▸ YOUR TASK
Copy each line below that contains "item".

Start of LISTED ENTRIES

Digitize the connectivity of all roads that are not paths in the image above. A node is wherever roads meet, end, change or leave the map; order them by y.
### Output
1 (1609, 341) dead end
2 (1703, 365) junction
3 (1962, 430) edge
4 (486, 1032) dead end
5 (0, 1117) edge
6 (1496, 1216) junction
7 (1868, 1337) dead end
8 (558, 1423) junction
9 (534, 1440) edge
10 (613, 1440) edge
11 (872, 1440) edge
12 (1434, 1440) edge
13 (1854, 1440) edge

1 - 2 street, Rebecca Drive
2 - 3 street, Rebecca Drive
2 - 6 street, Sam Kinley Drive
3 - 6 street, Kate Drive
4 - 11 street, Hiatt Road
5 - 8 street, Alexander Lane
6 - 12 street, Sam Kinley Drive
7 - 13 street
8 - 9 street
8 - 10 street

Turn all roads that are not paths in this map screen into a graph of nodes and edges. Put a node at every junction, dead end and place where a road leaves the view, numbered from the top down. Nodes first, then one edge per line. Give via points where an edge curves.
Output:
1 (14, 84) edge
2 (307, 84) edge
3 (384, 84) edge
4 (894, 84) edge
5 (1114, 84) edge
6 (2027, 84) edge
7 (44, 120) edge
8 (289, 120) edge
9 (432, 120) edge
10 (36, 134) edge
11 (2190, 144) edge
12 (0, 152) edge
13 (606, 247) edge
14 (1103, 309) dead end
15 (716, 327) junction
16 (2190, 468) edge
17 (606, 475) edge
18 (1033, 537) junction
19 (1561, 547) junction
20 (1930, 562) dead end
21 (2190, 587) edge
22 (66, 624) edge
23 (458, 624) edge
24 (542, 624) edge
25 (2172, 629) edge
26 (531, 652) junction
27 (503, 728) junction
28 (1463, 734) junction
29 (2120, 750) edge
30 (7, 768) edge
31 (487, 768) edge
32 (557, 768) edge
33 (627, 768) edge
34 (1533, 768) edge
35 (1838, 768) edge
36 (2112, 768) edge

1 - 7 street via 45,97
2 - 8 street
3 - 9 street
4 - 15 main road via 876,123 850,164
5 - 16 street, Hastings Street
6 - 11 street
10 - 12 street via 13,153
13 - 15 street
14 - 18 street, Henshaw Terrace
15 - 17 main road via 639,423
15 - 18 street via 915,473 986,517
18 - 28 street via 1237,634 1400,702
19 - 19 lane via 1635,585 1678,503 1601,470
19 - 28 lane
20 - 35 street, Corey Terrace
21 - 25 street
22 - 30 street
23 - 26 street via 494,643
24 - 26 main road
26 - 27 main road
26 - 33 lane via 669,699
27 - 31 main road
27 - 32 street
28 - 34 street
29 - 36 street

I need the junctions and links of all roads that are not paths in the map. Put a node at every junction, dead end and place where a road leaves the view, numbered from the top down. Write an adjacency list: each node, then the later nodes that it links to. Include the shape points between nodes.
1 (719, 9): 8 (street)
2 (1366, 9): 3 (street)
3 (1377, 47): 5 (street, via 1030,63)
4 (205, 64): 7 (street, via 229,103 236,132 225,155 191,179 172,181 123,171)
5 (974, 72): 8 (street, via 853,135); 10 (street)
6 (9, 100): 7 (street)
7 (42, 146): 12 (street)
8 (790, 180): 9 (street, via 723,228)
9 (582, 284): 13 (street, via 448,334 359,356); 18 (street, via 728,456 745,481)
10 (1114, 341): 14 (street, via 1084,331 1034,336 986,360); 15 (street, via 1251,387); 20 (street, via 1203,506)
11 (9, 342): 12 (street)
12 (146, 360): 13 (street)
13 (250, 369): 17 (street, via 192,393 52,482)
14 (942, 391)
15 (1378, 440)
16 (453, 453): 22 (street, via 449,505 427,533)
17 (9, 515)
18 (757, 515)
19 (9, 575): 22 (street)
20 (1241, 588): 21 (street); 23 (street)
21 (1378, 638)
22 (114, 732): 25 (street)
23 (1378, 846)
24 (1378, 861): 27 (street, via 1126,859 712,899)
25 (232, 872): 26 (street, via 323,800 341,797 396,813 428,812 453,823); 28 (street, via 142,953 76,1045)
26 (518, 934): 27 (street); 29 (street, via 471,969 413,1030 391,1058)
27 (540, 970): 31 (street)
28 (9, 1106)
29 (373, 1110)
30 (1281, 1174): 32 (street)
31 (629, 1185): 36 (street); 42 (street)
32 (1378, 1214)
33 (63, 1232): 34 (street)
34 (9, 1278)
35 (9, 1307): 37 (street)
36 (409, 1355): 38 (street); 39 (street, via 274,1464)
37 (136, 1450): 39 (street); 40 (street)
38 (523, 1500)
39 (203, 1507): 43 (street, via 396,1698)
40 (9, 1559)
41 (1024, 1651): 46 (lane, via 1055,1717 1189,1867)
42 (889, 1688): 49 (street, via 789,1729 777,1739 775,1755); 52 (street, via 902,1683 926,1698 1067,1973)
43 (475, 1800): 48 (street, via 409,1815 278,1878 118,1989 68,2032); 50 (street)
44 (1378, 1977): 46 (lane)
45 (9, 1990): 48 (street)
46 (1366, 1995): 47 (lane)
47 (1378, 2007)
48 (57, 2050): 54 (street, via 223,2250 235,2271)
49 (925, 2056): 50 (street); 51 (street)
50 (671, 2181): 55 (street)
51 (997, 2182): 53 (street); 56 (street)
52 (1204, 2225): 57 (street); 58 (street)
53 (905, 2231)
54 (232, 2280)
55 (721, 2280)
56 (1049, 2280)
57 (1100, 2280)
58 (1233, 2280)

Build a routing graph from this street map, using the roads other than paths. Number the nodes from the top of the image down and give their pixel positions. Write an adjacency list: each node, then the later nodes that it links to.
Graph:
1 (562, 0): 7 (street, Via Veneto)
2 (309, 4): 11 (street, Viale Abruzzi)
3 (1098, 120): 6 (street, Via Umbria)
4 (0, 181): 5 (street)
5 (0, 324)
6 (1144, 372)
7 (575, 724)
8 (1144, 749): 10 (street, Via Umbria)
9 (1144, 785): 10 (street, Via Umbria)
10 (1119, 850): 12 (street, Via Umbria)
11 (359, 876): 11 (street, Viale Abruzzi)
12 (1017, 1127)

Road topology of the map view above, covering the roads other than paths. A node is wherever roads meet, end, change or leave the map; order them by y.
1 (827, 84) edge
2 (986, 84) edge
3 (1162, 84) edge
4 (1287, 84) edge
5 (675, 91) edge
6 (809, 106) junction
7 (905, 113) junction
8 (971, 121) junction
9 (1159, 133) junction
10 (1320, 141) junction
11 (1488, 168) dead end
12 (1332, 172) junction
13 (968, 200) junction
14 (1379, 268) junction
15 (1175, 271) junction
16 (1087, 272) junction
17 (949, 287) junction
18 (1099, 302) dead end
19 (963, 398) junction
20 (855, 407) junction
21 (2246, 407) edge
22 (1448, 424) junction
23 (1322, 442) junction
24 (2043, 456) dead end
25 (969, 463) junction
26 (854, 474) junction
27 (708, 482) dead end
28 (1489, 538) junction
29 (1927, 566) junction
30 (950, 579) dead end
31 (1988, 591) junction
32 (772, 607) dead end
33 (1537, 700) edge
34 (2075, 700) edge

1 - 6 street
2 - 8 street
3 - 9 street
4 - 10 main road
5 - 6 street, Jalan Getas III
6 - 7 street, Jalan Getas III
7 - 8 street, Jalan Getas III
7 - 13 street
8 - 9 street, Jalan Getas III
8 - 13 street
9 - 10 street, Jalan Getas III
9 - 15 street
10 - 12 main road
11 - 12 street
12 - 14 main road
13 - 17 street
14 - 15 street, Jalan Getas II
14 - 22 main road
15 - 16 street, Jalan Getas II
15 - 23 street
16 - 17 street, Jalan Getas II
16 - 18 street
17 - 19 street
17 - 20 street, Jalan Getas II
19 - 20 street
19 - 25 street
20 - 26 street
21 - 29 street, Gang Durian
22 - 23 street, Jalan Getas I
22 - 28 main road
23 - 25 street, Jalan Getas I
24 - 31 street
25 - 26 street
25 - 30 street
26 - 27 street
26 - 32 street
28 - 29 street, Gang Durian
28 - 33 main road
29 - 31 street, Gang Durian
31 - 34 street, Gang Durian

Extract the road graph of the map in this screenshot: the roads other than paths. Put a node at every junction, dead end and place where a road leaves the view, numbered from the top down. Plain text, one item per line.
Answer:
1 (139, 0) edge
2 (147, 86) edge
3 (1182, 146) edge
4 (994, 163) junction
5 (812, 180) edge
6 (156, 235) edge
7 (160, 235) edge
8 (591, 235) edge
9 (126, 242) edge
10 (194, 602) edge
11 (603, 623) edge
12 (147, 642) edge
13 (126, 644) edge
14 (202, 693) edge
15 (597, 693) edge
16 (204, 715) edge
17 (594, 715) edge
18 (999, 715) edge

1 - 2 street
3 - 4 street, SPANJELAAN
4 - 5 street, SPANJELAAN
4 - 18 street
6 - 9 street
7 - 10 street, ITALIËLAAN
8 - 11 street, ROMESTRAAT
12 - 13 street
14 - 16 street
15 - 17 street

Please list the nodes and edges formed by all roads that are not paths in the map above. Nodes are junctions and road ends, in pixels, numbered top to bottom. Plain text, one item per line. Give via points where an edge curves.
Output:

End of LISTED ENTRIES

▸ ANSWER TO THIS PROBLEM
Extract the road graph of the map in this screenshot: the roads other than paths. Put a node at every junction, dead end and place where a road leaves the view, numbered from the top down. Plain text, one item per line.
Please list the nodes and edges formed by all roads that are not paths in the map above. Nodes are junctions and road ends, in pixels, numbered top to bottom. Plain text, one item per line. Give via points where an edge curves.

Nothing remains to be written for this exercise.